- TASK BRIEF -
If a line in the records below contains the word "image", return that line.

[Records from a dataset]
┄┄┄┄┄┄┄┄┄┄

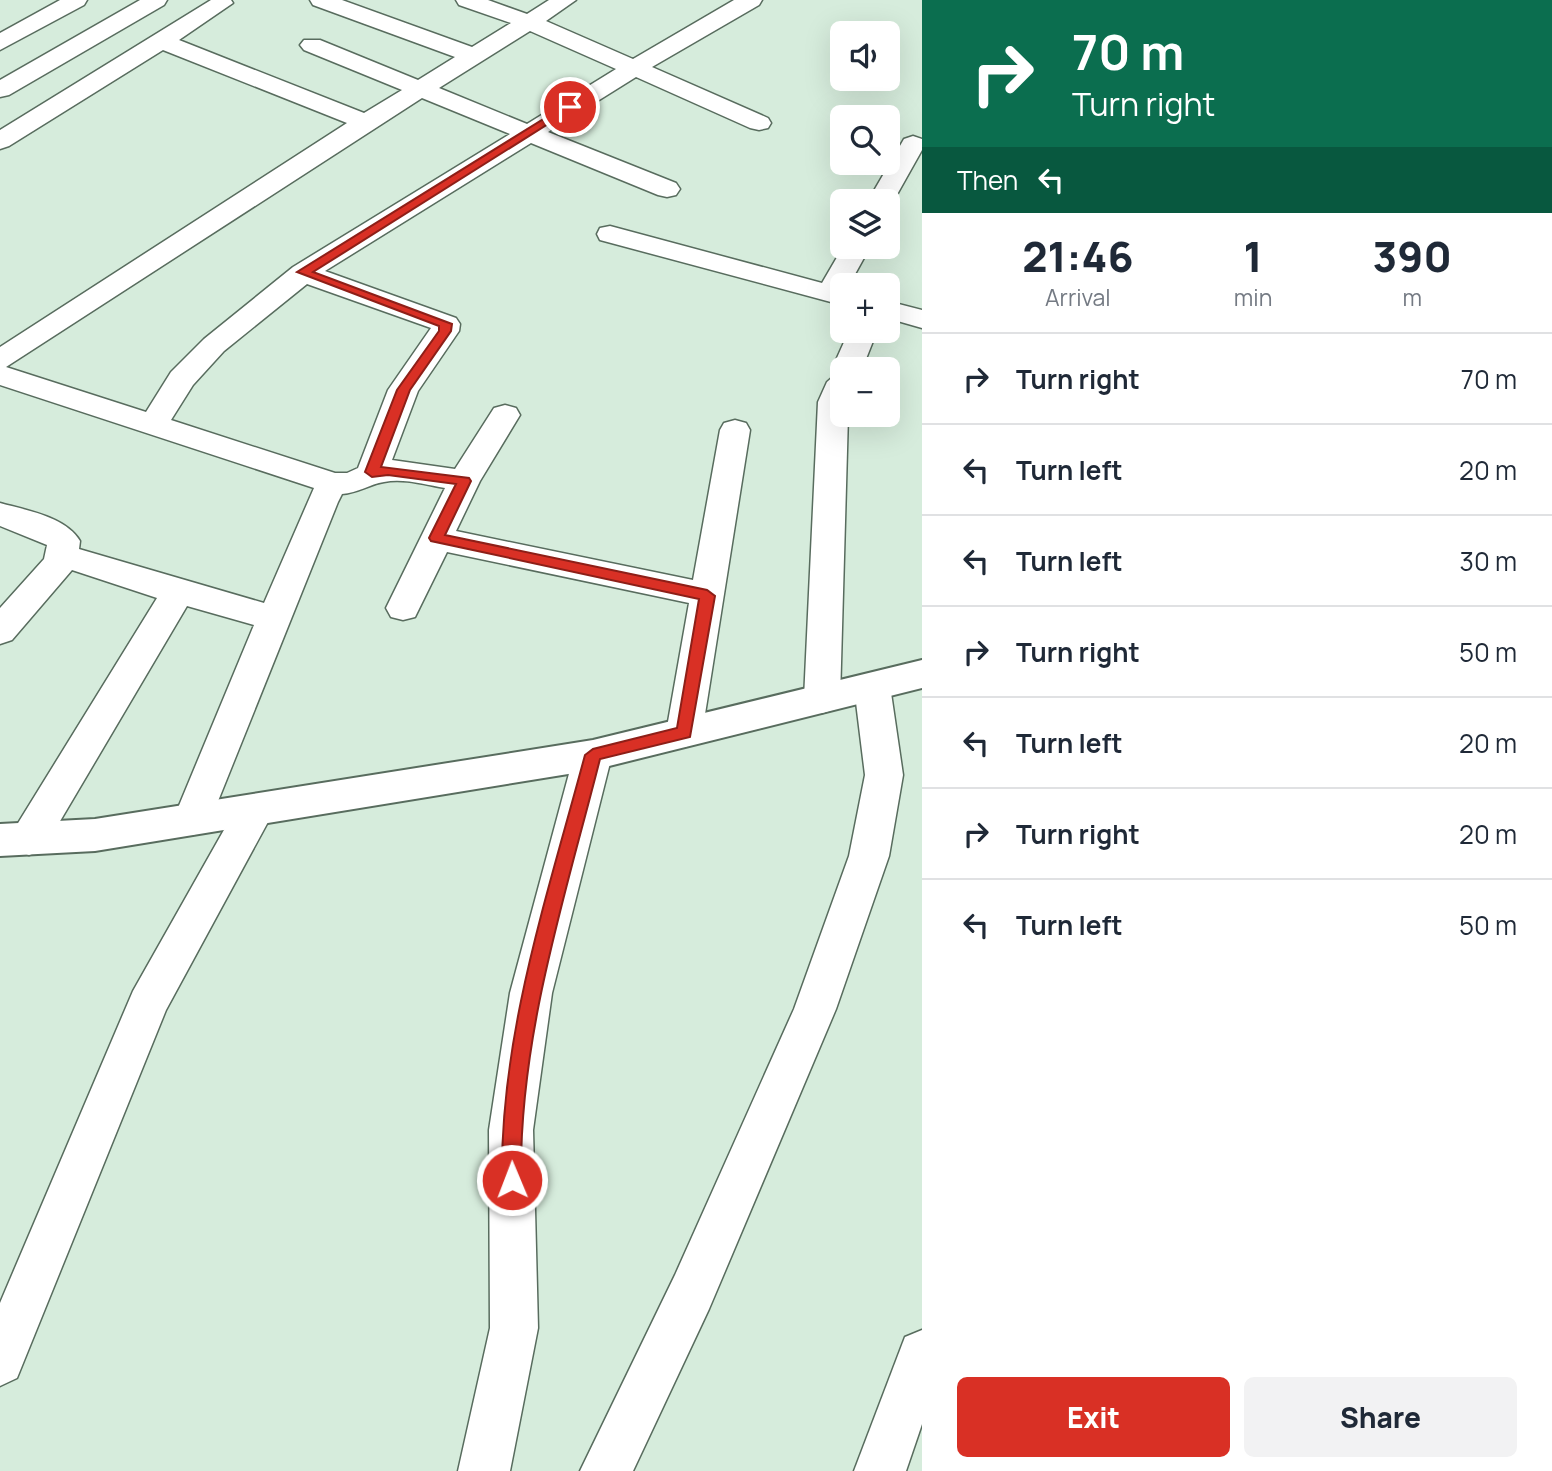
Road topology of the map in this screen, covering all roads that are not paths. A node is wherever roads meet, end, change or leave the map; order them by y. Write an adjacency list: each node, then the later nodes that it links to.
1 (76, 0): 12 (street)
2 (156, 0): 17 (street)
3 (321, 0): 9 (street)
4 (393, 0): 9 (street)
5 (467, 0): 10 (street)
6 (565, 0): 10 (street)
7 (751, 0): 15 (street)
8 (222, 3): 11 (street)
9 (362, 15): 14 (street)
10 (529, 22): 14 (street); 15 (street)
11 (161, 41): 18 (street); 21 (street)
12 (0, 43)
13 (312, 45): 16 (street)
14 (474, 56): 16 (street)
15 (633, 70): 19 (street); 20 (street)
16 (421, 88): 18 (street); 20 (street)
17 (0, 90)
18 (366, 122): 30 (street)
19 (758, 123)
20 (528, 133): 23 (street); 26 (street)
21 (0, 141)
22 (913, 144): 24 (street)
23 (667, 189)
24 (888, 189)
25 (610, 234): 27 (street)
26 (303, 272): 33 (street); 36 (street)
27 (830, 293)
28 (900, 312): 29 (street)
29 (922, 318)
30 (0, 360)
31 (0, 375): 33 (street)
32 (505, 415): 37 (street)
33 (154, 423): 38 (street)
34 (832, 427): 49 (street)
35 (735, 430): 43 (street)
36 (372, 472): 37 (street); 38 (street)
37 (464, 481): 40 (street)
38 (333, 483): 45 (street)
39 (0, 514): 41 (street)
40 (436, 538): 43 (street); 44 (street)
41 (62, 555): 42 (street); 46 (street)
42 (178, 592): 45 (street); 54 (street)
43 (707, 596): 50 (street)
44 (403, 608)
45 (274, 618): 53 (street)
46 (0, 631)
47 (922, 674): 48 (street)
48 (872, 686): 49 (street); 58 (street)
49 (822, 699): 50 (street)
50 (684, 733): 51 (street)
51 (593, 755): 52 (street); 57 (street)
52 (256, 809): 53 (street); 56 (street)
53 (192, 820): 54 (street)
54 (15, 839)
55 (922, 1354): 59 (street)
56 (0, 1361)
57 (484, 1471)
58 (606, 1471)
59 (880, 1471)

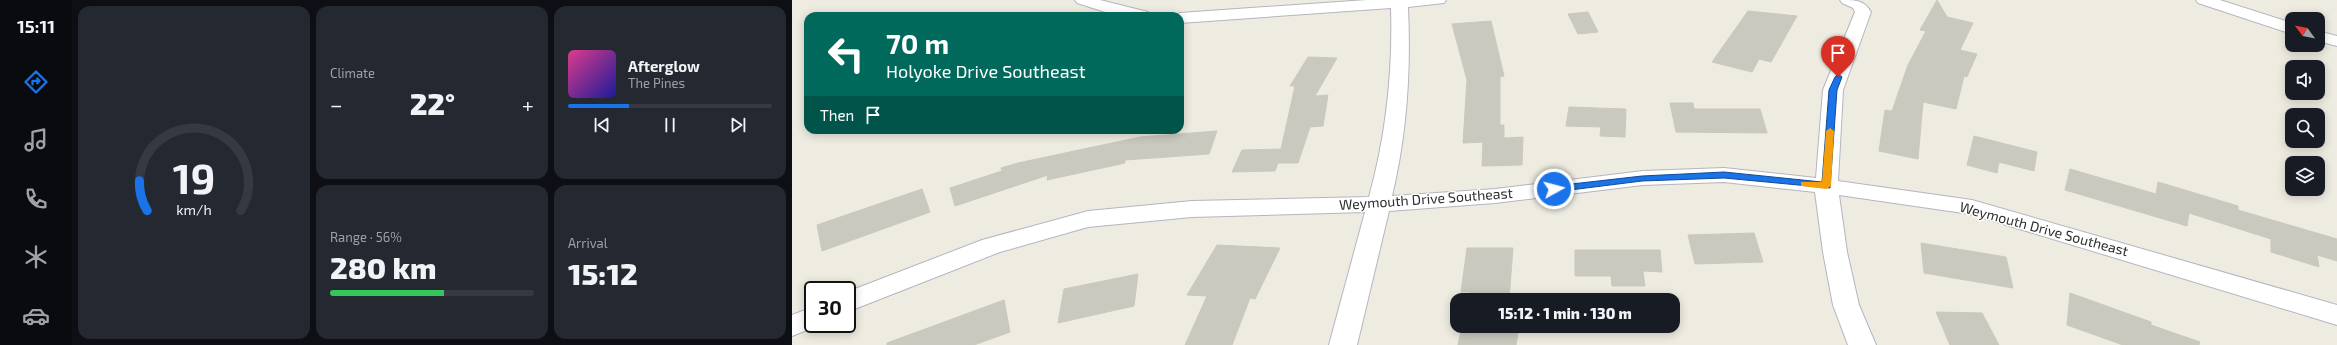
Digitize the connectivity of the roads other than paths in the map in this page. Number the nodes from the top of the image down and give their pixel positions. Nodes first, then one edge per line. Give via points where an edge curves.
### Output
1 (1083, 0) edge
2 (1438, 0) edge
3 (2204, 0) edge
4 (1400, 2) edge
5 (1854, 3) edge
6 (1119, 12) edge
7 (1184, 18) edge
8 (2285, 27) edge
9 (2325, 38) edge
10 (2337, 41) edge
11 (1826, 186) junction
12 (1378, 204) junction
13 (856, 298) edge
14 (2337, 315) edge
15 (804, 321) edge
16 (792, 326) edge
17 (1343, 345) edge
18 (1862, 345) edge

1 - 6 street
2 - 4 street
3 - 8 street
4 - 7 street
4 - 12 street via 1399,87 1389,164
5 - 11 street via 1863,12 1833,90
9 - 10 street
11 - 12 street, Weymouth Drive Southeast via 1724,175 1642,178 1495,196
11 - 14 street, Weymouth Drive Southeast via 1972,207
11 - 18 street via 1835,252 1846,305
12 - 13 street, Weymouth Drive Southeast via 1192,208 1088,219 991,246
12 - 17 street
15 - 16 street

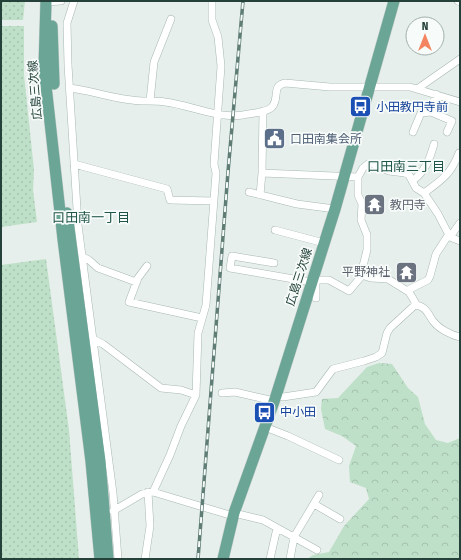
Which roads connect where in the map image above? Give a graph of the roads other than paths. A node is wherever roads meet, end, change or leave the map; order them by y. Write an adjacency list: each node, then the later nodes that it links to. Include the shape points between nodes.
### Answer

┄┄┄┄┄┄┄┄┄┄

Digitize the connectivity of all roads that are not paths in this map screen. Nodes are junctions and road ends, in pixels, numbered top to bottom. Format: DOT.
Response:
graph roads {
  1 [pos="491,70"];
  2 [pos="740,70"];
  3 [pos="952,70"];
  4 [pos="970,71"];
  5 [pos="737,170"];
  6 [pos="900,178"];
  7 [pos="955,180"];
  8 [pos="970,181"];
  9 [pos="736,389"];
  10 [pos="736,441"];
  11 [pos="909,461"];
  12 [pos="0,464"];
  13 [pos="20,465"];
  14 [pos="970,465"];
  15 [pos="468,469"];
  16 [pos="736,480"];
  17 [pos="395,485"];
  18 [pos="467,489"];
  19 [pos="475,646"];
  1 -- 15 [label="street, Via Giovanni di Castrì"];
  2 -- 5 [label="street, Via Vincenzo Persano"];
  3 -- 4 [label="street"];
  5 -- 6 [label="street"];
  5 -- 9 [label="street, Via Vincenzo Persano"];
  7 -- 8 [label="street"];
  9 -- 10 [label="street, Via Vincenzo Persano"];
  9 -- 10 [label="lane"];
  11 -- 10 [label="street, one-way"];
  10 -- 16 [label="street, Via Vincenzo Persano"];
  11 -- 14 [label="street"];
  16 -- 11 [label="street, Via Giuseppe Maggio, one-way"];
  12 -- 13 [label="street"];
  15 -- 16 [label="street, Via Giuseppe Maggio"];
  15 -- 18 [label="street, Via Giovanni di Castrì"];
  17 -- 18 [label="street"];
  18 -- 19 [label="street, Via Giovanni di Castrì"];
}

┄┄┄┄┄┄┄┄┄┄

- RESPONSE TO THE TASK -
Digitize the connectivity of the roads other than paths in the map in this page. Number the nodes from the top of the image down and give their pixel positions. Nodes first, then one edge per line. Give via points where an edge curves.
Which roads connect where in the map image above? Give a graph of the roads other than paths. A node is wherever roads meet, end, change or leave the map; order them by y. Write an adjacency list: each node, then the later nodes that it links to. Include the shape points between nodes.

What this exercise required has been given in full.